JEAN BARBééééé...'Espoir Rouge'
Espoir rouge
Un remorqueur halait d'une barge rouillée
D'où pendaient bruns et mous des cordons de varech
Il laissait sur l'eau verte en veinures de teck
Des parfums d'industrie, de poissons boucanés ;
Des goélands dorés l'escortaient en lâchant
Tantôt des cris de guerre et tantôt des fientes;
Charognards, ailes d'ange et prunelles ardentes
Guettant la moindre mort.
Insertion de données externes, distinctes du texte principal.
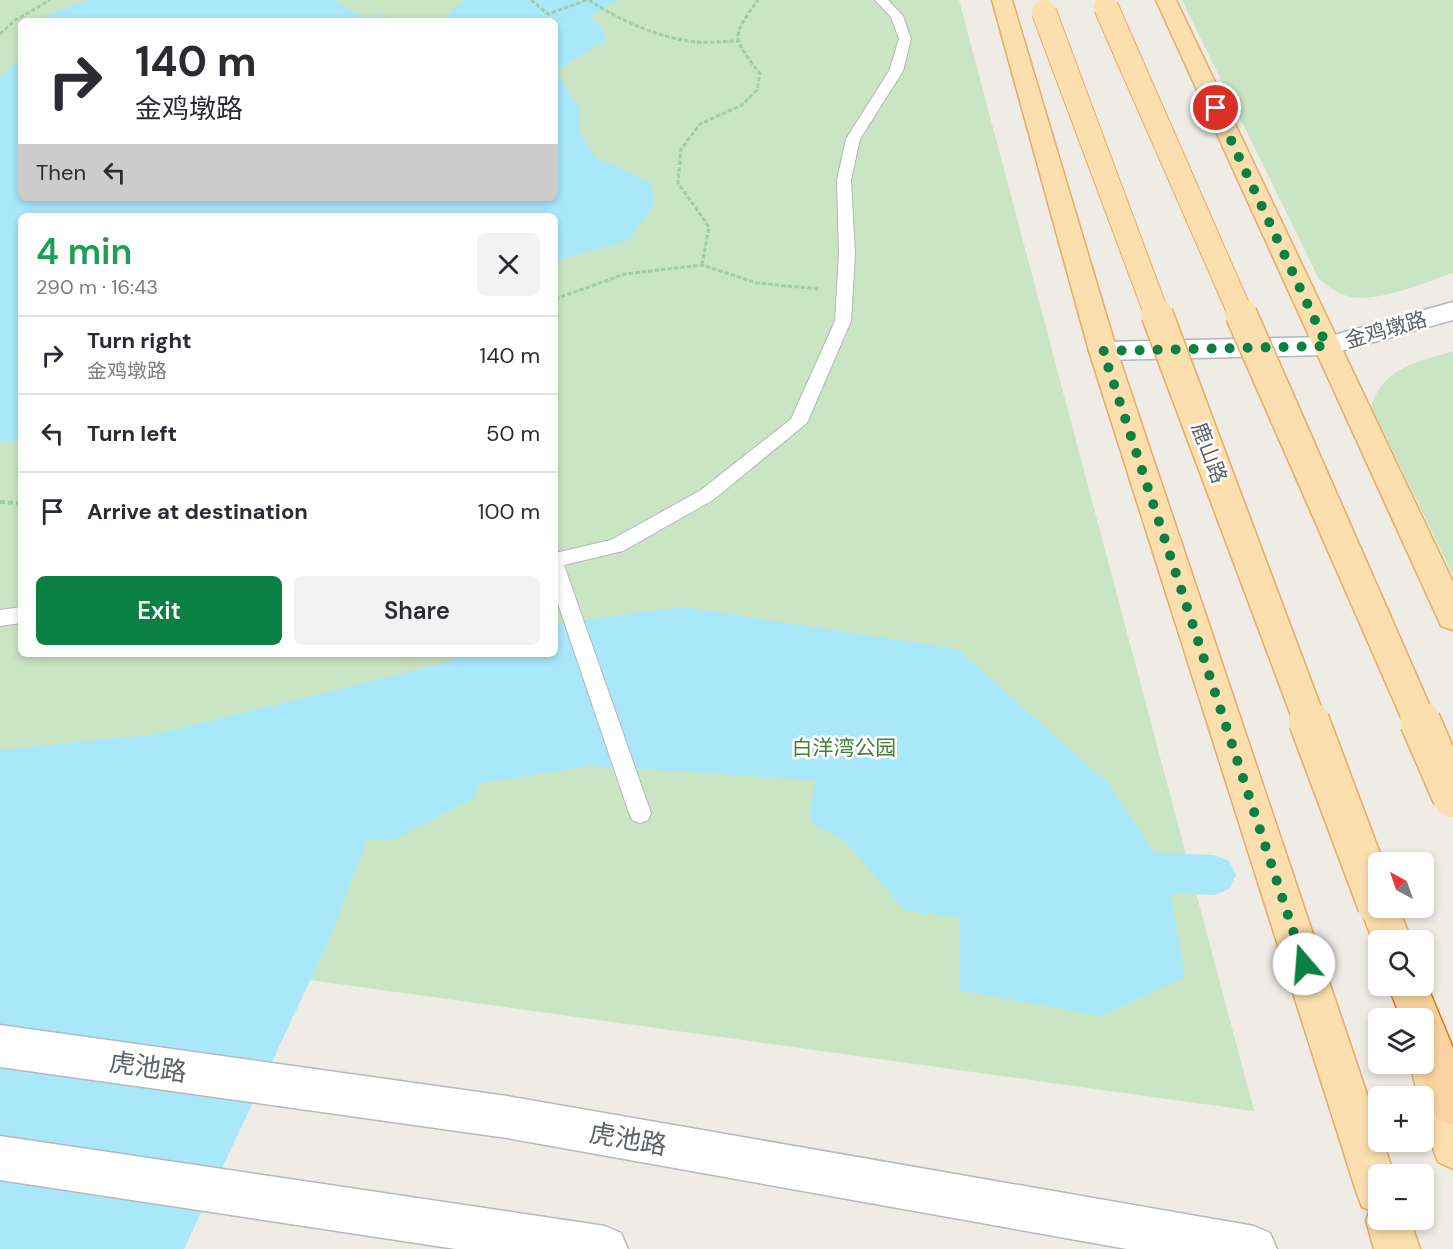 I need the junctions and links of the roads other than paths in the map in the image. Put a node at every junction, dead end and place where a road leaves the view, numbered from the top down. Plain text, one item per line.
1 (881, 0) edge
2 (1002, 0) edge
3 (1166, 0) edge
4 (1105, 3) edge
5 (1042, 6) edge
6 (1453, 310) edge
7 (1327, 346) junction
8 (1103, 351) junction
9 (558, 559) edge
10 (558, 576) edge
11 (18, 615) edge
12 (1453, 617) edge
13 (0, 618) edge
14 (1453, 797) edge
15 (640, 813) dead end
16 (1368, 877) edge
17 (0, 1046) edge
18 (1434, 1053) edge
19 (1434, 1074) edge
20 (1453, 1104) edge
21 (1453, 1147) edge
22 (0, 1158) edge
23 (1369, 1164) edge
24 (1391, 1230) edge
25 (605, 1249) edge
26 (1254, 1249) edge
27 (1397, 1249) edge

1 - 9 lane
2 - 8 main road
3 - 7 main road
4 - 14 main road, bridge
5 - 16 main road, 鹿山路, bridge
6 - 7 main road, 金鸡墩路
7 - 8 main road, 金鸡墩路
7 - 12 main road
8 - 23 main road
10 - 15 lane
11 - 13 lane
17 - 26 main road, 虎池路
18 - 20 highway
19 - 21 main road
22 - 25 main road
24 - 27 main road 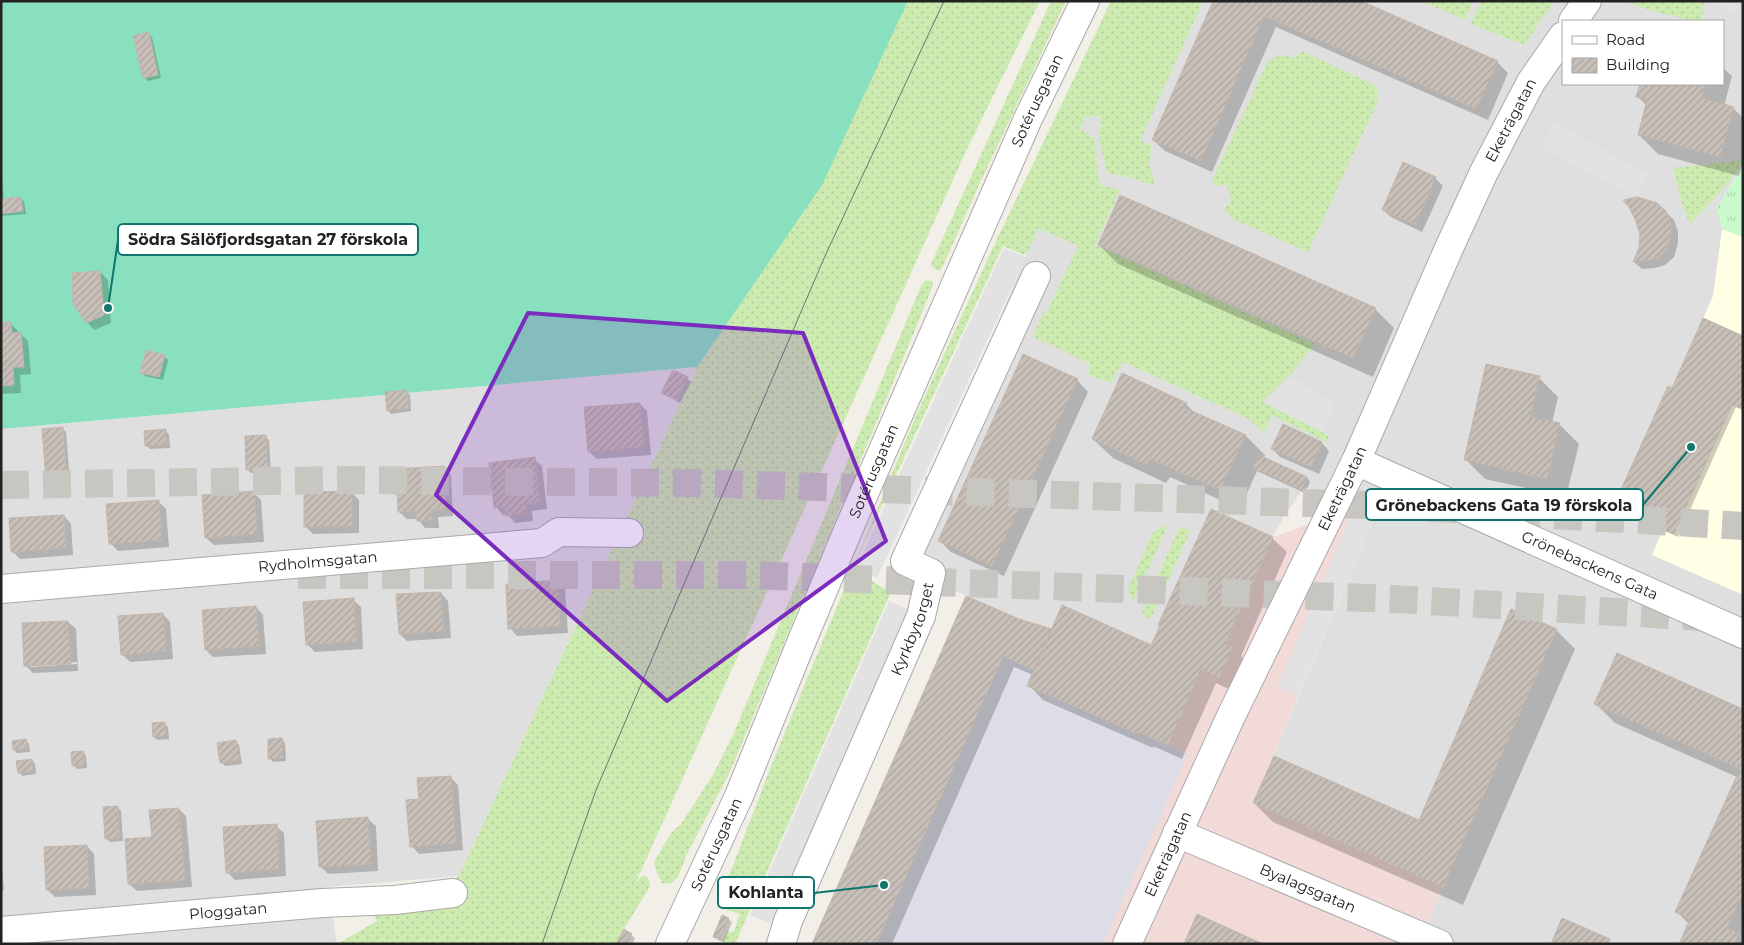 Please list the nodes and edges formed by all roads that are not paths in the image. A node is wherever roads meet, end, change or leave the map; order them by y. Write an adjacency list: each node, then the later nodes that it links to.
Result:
1 (1085, 1): 13 (street, Sotérusgatan)
2 (1588, 1): 3 (street)
3 (1574, 20)
4 (1562, 37): 6 (street, Eketrägatan)
5 (1036, 276): 14 (street, Kyrkbytorget)
6 (1356, 461): 9 (street, Grönebackens Gata); 10 (street, Eketrägatan)
7 (629, 533): 8 (street, Rydholmsgatan)
8 (1, 590)
9 (1743, 634)
10 (1177, 833): 15 (street, Eketrägatan); 16 (street, Byalagsgatan)
11 (453, 893): 12 (street, Ploggatan)
12 (1, 931)
13 (670, 944)
14 (781, 944)
15 (1127, 944)
16 (1439, 944) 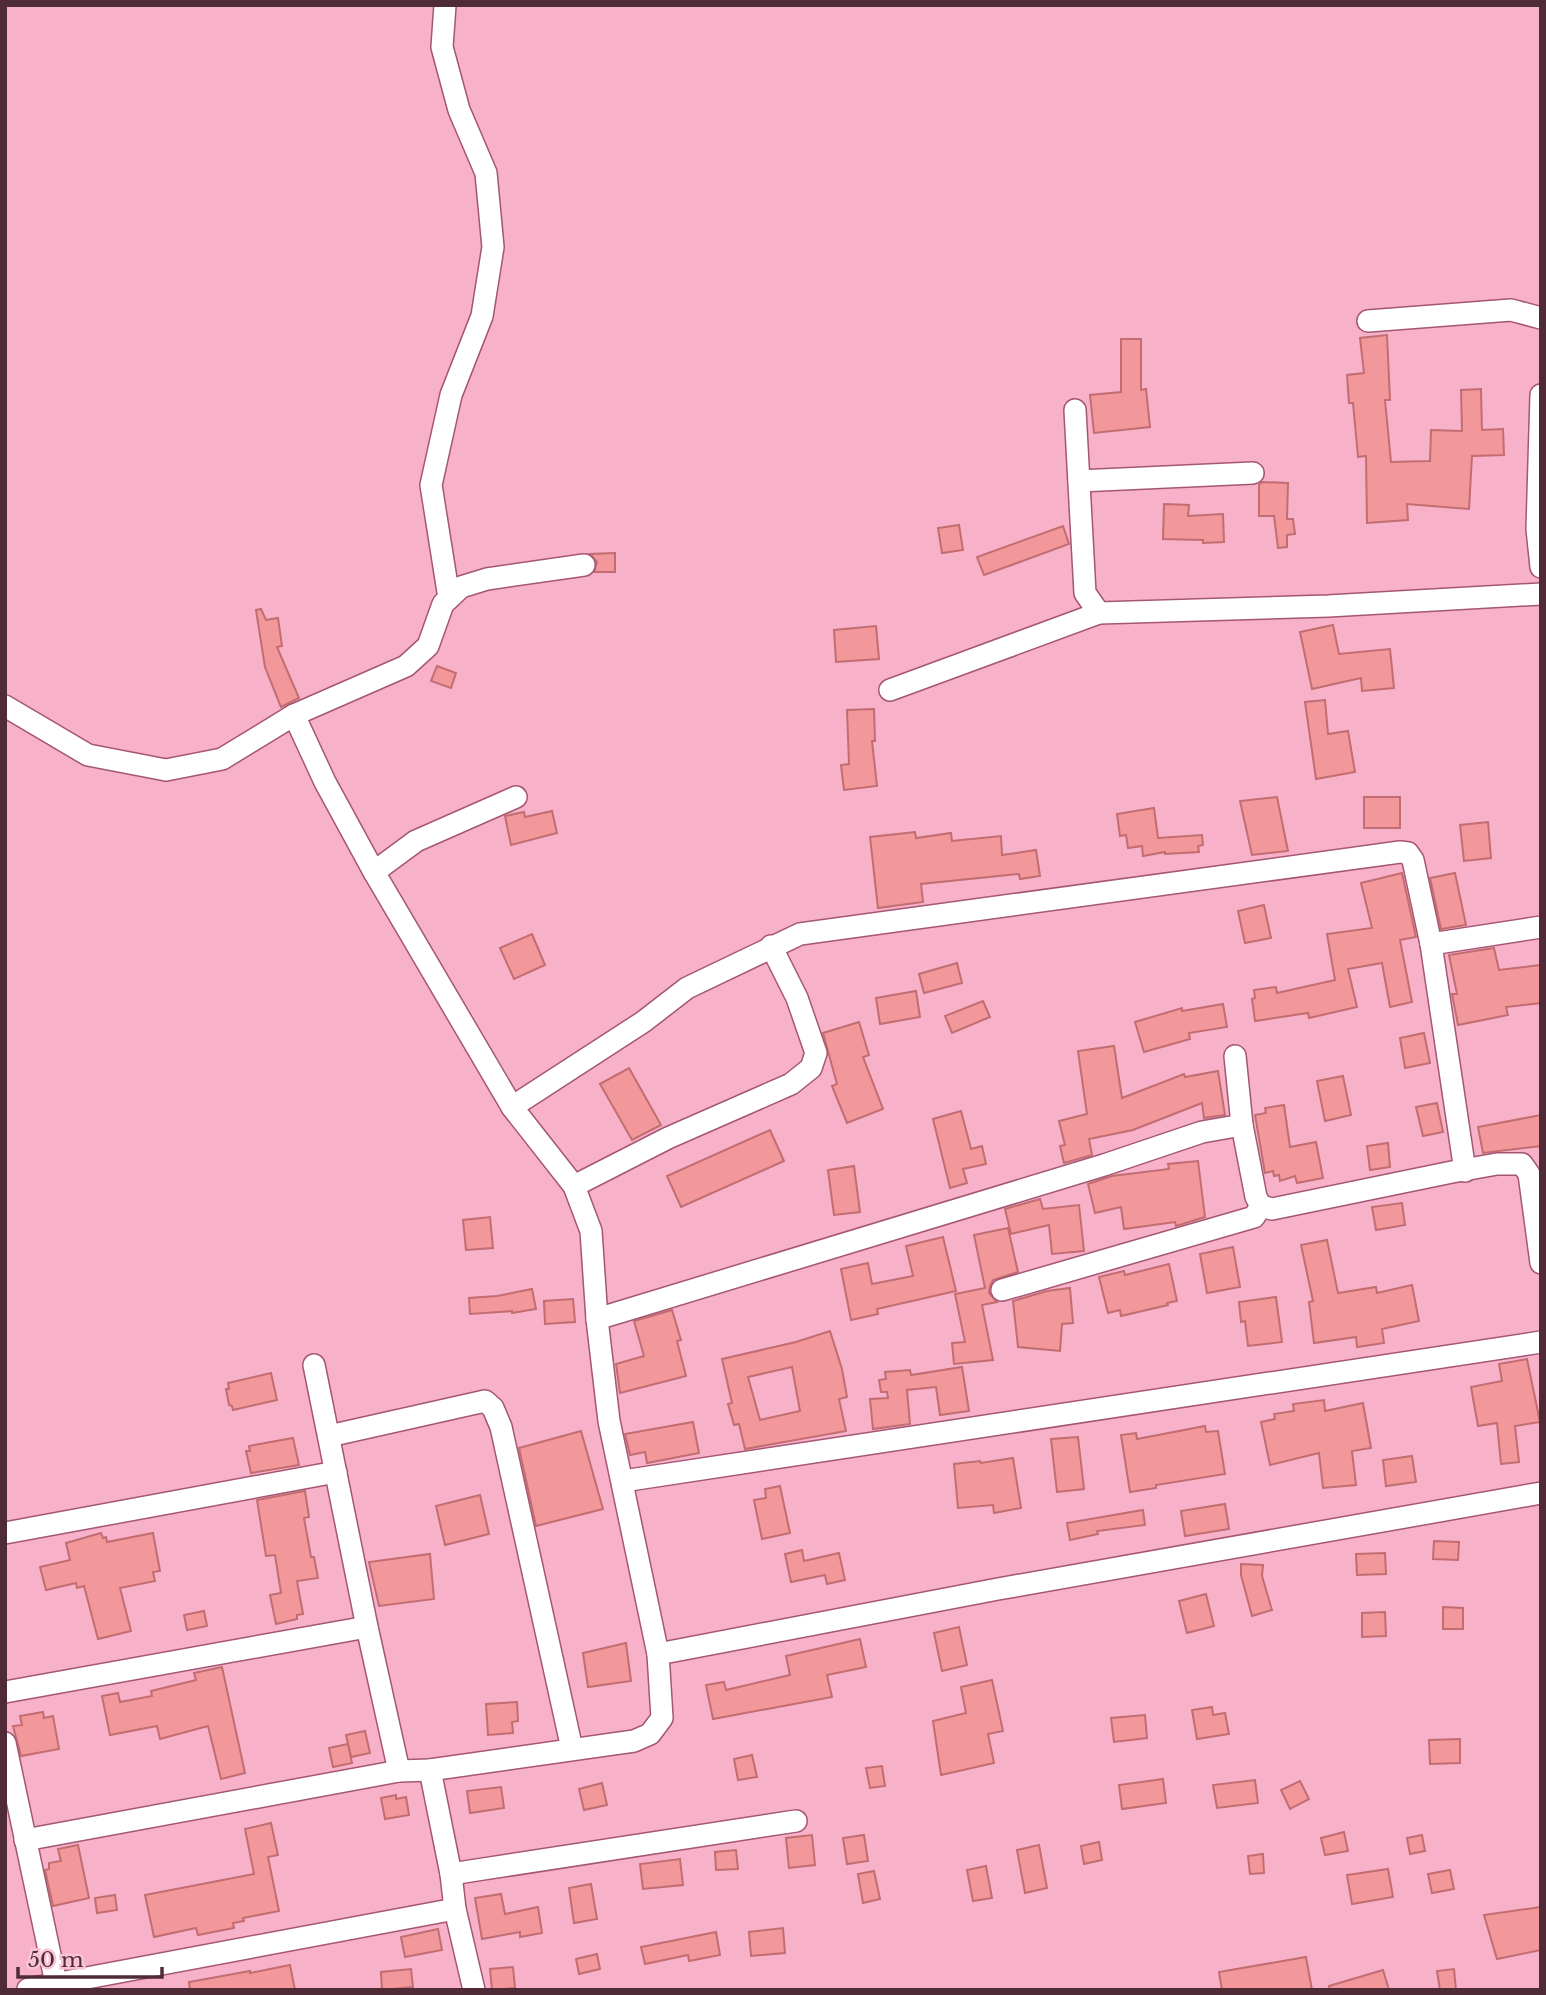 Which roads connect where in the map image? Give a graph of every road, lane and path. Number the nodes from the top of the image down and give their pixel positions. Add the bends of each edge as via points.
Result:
1 (445, 5) edge
2 (1541, 318) edge
3 (1368, 321) dead end
4 (1541, 395) edge
5 (1075, 410) dead end
6 (1253, 472) dead end
7 (1079, 481) junction
8 (1539, 529) edge
9 (584, 565) dead end
10 (1541, 567) edge
11 (1541, 594) edge
12 (449, 598) junction
13 (1099, 613) junction
14 (890, 690) dead end
15 (5, 705) edge
16 (294, 715) junction
17 (516, 797) dead end
18 (374, 872) junction
19 (1541, 927) edge
20 (1431, 944) junction
21 (771, 946) junction
22 (1235, 1056) dead end
23 (512, 1107) junction
24 (1242, 1125) junction
25 (1465, 1171) junction
26 (574, 1186) junction
27 (1261, 1206) junction
28 (1541, 1263) edge
29 (1002, 1290) dead end
30 (597, 1319) junction
31 (1541, 1342) edge
32 (314, 1365) dead end
33 (328, 1436) junction
34 (336, 1472) junction
35 (623, 1481) junction
36 (1541, 1493) edge
37 (5, 1533) edge
38 (367, 1627) junction
39 (658, 1654) junction
40 (5, 1692) edge
41 (5, 1743) edge
42 (572, 1749) junction
43 (399, 1770) junction
44 (430, 1770) junction
45 (796, 1821) dead end
46 (25, 1840) junction
47 (451, 1874) junction
48 (455, 1909) junction
49 (56, 1983) junction
50 (28, 1989) edge
51 (474, 1990) edge

1 - 12 street via 442,47 459,110 486,173 493,247 482,316 451,395 431,485
2 - 3 street via 1511,310
4 - 8 street
5 - 7 street
6 - 7 street
7 - 13 street via 1085,593
8 - 10 street
9 - 12 street via 487,579 461,587
11 - 13 street
12 - 16 street via 428,646 406,666
13 - 14 street
15 - 16 street via 88,755 166,770 222,759
16 - 18 street
17 - 18 street via 416,841
18 - 23 street
19 - 20 street
20 - 21 street via 1413,860 1408,853 1399,852 800,934
20 - 25 street
21 - 23 street via 687,988
21 - 26 street via 797,998 816,1053 810,1068 791,1084
22 - 24 street
23 - 26 street
24 - 27 street
24 - 30 street via 1202,1132
25 - 27 street via 1272,1209
25 - 28 street via 1522,1164 1529,1174
26 - 30 street via 591,1231
27 - 29 street via 1254,1217
30 - 35 street via 609,1421
31 - 35 street
32 - 33 street
33 - 34 street
33 - 42 street via 485,1401 493,1408 501,1427
34 - 37 street
34 - 38 street
35 - 39 street
36 - 39 street
38 - 40 street
38 - 43 street
39 - 42 street via 662,1718 650,1734 634,1741
41 - 46 street
42 - 44 street
43 - 44 street
43 - 46 street
44 - 47 street
45 - 47 street
46 - 49 street
47 - 48 street
48 - 49 street
48 - 51 street
49 - 50 street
Il flottait au doux vent.
Des nuages de bronze étouffaient l'horizon,
Le jour n'était pas nuit mais il n'était plus jour,
Sous les fanaux du quai s'allumant tour à tour,
Les putains recoiffées reprenaient leur faction.
Sortant d'un bistrot noir exhalant des fritures,
Expirant des flonflons, exhibant des bouteilles,
Trois matelots pliés le pompon sur l'oreille,
bras dessus – bras dessous, entonnaient des ordures ;
les autos descendaient du vieux bac une à une
Et montait aussitôt la rue Thiers vers la ville,
On treuillait des colis, des fûts de bois des îles,
La cheminée du bord fumaillait sous la lune
Mais là-bas sur le pont jaune au débarcadère,
Comme coquelicots dans un fossé en Juin,
Ton bonnet amarante et ta jupe carmin
Saignaient d'un rouge espoir le port où meurt la mer.